Your task is to restate the listing word for word without the pictures.

# # # #

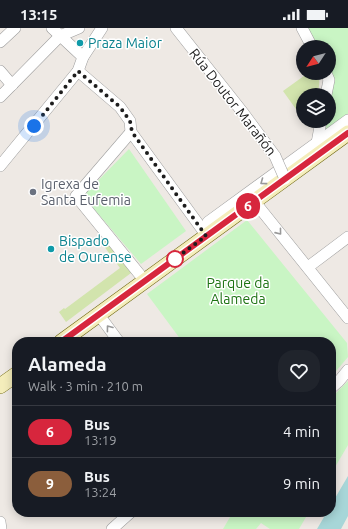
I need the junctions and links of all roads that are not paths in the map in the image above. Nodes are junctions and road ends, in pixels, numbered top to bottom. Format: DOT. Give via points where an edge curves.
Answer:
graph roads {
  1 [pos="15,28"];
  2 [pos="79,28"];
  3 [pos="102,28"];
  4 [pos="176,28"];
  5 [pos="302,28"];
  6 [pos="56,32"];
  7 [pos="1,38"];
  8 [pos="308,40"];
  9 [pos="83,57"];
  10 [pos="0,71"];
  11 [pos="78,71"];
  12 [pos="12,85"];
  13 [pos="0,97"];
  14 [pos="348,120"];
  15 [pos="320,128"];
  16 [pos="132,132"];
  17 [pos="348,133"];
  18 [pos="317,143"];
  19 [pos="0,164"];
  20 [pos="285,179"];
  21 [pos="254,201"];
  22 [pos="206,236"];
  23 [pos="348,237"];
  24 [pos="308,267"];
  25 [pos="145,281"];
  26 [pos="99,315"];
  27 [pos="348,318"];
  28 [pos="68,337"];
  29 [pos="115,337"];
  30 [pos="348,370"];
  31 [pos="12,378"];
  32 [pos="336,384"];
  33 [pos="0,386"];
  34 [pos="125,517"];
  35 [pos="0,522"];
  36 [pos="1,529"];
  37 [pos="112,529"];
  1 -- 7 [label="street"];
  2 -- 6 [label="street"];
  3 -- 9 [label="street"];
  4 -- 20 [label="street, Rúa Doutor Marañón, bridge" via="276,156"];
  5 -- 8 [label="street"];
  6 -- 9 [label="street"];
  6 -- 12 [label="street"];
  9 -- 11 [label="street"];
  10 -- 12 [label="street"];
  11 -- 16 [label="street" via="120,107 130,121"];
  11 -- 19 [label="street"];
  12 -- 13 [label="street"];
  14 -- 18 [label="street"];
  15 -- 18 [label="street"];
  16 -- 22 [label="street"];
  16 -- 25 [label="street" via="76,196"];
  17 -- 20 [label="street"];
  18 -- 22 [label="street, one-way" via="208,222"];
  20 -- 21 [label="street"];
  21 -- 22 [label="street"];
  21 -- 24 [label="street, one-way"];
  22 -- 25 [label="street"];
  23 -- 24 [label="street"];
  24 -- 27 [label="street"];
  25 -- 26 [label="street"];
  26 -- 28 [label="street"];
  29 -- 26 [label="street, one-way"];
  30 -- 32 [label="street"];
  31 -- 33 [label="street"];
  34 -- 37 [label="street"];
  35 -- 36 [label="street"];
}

# # # #

__Answer box__
I need the junctions and links of all roads that are not paths in the map in the image above. Nodes are junctions and road ends, in pixels, numbered top to bottom. Format: DOT. Give via points where an edge curves.
Answer:
graph roads {
  1 [pos="15,28"];
  2 [pos="79,28"];
  3 [pos="102,28"];
  4 [pos="176,28"];
  5 [pos="302,28"];
  6 [pos="56,32"];
  7 [pos="1,38"];
  8 [pos="308,40"];
  9 [pos="83,57"];
  10 [pos="0,71"];
  11 [pos="78,71"];
  12 [pos="12,85"];
  13 [pos="0,97"];
  14 [pos="348,120"];
  15 [pos="320,128"];
  16 [pos="132,132"];
  17 [pos="348,133"];
  18 [pos="317,143"];
  19 [pos="0,164"];
  20 [pos="285,179"];
  21 [pos="254,201"];
  22 [pos="206,236"];
  23 [pos="348,237"];
  24 [pos="308,267"];
  25 [pos="145,281"];
  26 [pos="99,315"];
  27 [pos="348,318"];
  28 [pos="68,337"];
  29 [pos="115,337"];
  30 [pos="348,370"];
  31 [pos="12,378"];
  32 [pos="336,384"];
  33 [pos="0,386"];
  34 [pos="125,517"];
  35 [pos="0,522"];
  36 [pos="1,529"];
  37 [pos="112,529"];
  1 -- 7 [label="street"];
  2 -- 6 [label="street"];
  3 -- 9 [label="street"];
  4 -- 20 [label="street, Rúa Doutor Marañón, bridge" via="276,156"];
  5 -- 8 [label="street"];
  6 -- 9 [label="street"];
  6 -- 12 [label="street"];
  9 -- 11 [label="street"];
  10 -- 12 [label="street"];
  11 -- 16 [label="street" via="120,107 130,121"];
  11 -- 19 [label="street"];
  12 -- 13 [label="street"];
  14 -- 18 [label="street"];
  15 -- 18 [label="street"];
  16 -- 22 [label="street"];
  16 -- 25 [label="street" via="76,196"];
  17 -- 20 [label="street"];
  18 -- 22 [label="street, one-way" via="208,222"];
  20 -- 21 [label="street"];
  21 -- 22 [label="street"];
  21 -- 24 [label="street, one-way"];
  22 -- 25 [label="street"];
  23 -- 24 [label="street"];
  24 -- 27 [label="street"];
  25 -- 26 [label="street"];
  26 -- 28 [label="street"];
  29 -- 26 [label="street, one-way"];
  30 -- 32 [label="street"];
  31 -- 33 [label="street"];
  34 -- 37 [label="street"];
  35 -- 36 [label="street"];
}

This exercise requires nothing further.